Since the early 2000s, Muslims in Spain have lobbied the Catholic Church to permit Muslim prayer in the Mosque–Cathedral of Córdoba. According to traditional accounts a Visigothic church, the Catholic Christian Basilica of Vincent of Saragossa, originally stood on the site of the current Mosque–Cathedral, although the historicity of this narrative has been questioned by scholars. After Córdoba came under Muslim control during the era of Al-Andalus, the current building was begun on this site in 785–786 AD to serve as the city's main mosque. In 1236, when the city was conquered by Castile during the Reconquista, the building was converted into a Catholic cathedral. It continues to serve as the city's cathedral today.

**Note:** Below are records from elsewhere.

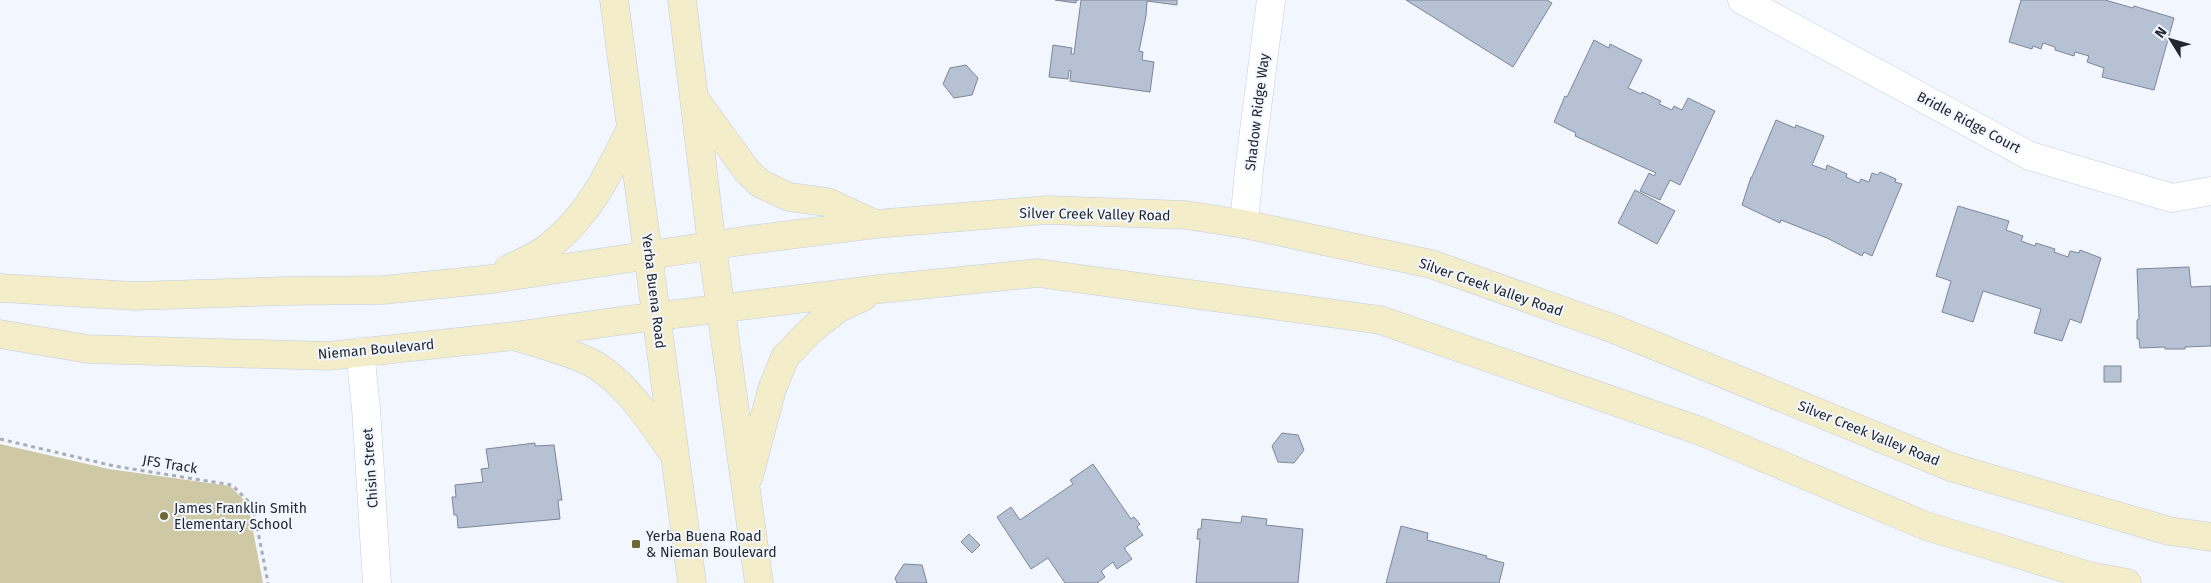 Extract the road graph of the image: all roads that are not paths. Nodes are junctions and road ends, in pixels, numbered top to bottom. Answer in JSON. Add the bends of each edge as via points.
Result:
{"nodes":[{"id":1,"x":614,"y":0,"type":"edge"},
{"id":2,"x":682,"y":0,"type":"edge"},
{"id":3,"x":1271,"y":0,"type":"edge"},
{"id":4,"x":1742,"y":0,"type":"edge"},
{"id":5,"x":695,"y":100,"type":"junction"},
{"id":6,"x":631,"y":128,"type":"junction"},
{"id":7,"x":2211,"y":191,"type":"edge"},
{"id":8,"x":875,"y":224,"type":"junction"},
{"id":9,"x":1244,"y":224,"type":"junction"},
{"id":10,"x":712,"y":246,"type":"junction"},
{"id":11,"x":649,"y":255,"type":"junction"},
{"id":12,"x":492,"y":279,"type":"junction"},
{"id":13,"x":0,"y":288,"type":"edge"},
{"id":14,"x":880,"y":289,"type":"junction"},
{"id":15,"x":721,"y":308,"type":"junction"},
{"id":16,"x":657,"y":316,"type":"junction"},
{"id":17,"x":0,"y":334,"type":"edge"},
{"id":18,"x":514,"y":336,"type":"junction"},
{"id":19,"x":360,"y":352,"type":"junction"},
{"id":20,"x":677,"y":458,"type":"junction"},
{"id":21,"x":746,"y":487,"type":"junction"},
{"id":22,"x":2211,"y":537,"type":"edge"},
{"id":23,"x":377,"y":583,"type":"edge"},
{"id":24,"x":692,"y":583,"type":"edge"},
{"id":25,"x":759,"y":583,"type":"edge"},
{"id":26,"x":2126,"y":583,"type":"edge"}],
"edges":[{"from":1,"to":6,"type":"main road","name":"Yerba Buena Road"},
{"from":2,"to":5,"type":"main road"},
{"from":3,"to":9,"type":"street","name":"Shadow Ridge Way"},
{"from":4,"to":7,"type":"street","name":"Bridle Ridge Court","via":[[2030,156],[2172,198]]},
{"from":5,"to":8,"type":"main road","via":[[747,171],[761,184],[789,197],[827,202]]},
{"from":5,"to":10,"type":"main road"},
{"from":6,"to":11,"type":"main road","name":"Yerba Buena Road"},
{"from":6,"to":12,"type":"main road","via":[[600,189],[584,212],[550,246]]},
{"from":8,"to":9,"type":"main road","name":"Silver Creek Valley Road","via":[[1047,210],[1186,216]]},
{"from":8,"to":10,"type":"main road","name":"Silver Creek Valley Road"},
{"from":9,"to":22,"type":"main road","name":"Silver Creek Valley Road","via":[[1431,264],[1614,329],[1951,467],[2169,531]]},
{"from":10,"to":11,"type":"main road","name":"Silver Creek Valley Road"},
{"from":10,"to":15,"type":"main road"},
{"from":11,"to":12,"type":"main road"},
{"from":11,"to":16,"type":"main road","name":"Yerba Buena Road"},
{"from":12,"to":13,"type":"main road","via":[[383,290],[135,296]]},
{"from":14,"to":15,"type":"main road"},
{"from":14,"to":21,"type":"main road","via":[[839,308],[812,329],[785,357],[772,389]]},
{"from":14,"to":26,"type":"main road","via":[[1038,273],[1380,320],[1700,431],[1926,526],[2090,576]]},
{"from":15,"to":16,"type":"main road","name":"Nieman Boulevard"},
{"from":15,"to":21,"type":"main road"},
{"from":16,"to":18,"type":"main road","name":"Nieman Boulevard"},
{"from":16,"to":20,"type":"main road","name":"Yerba Buena Road"},
{"from":17,"to":19,"type":"main road","name":"Nieman Boulevard","via":[[88,349],[328,356]]},
{"from":18,"to":19,"type":"main road","name":"Nieman Boulevard"},
{"from":18,"to":20,"type":"main road","via":[[596,365],[632,396]]},
{"from":19,"to":23,"type":"street","name":"Chisin Street"},
{"from":20,"to":24,"type":"main road","name":"Yerba Buena Road"},
{"from":21,"to":25,"type":"main road"}]}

Currently, Muslim prayer is often stopped by security guards. Spanish Catholic authorities were opposed to the request as of 2012, and the Vatican has been asked to intercede but has not responded.

==Background==

According to traditional narratives, the Christian Visigothic church of St. Vincent previously stood on the site of the current building. After the Islamic conquest of the Visigothic kingdom, the church was divided between the Muslims and Christians. In 756 the exiled Umayyad prince Abd ar-Rahman I, who escaped the Abbasid Revolution in the east, mustered allies in the Iberian Peninsula and defeated the Muslim governor, Yusuf al-Fihri, to assume power over Al-Andalus.

In 785 Abd ar-Rahman embarked on the construction of a new grand mosque for the city. According to the traditional narrative, he purchased the Christian half of St-Vincent's basilica and demolished it to make way for the new mosque. In return, he granted the Christian community the right to build or rebuild other churches. The mosque was subsequently expanded multiple times afterwards under Abd ar-Rahman's successors up to the 10th century. After its last expansion by al-Mansur (Almanzor) in the 980s, the mosque covered an area measuring 590 × 425 ft and became the largest mosque in the world outside of Abbasid Iraq. The mosque's architecture and its association with the height of Muslim civilization in al-Andalus made it a prestigious monument that was frequently mentioned by Muslim writers and that influenced later Islamic architecture in the region.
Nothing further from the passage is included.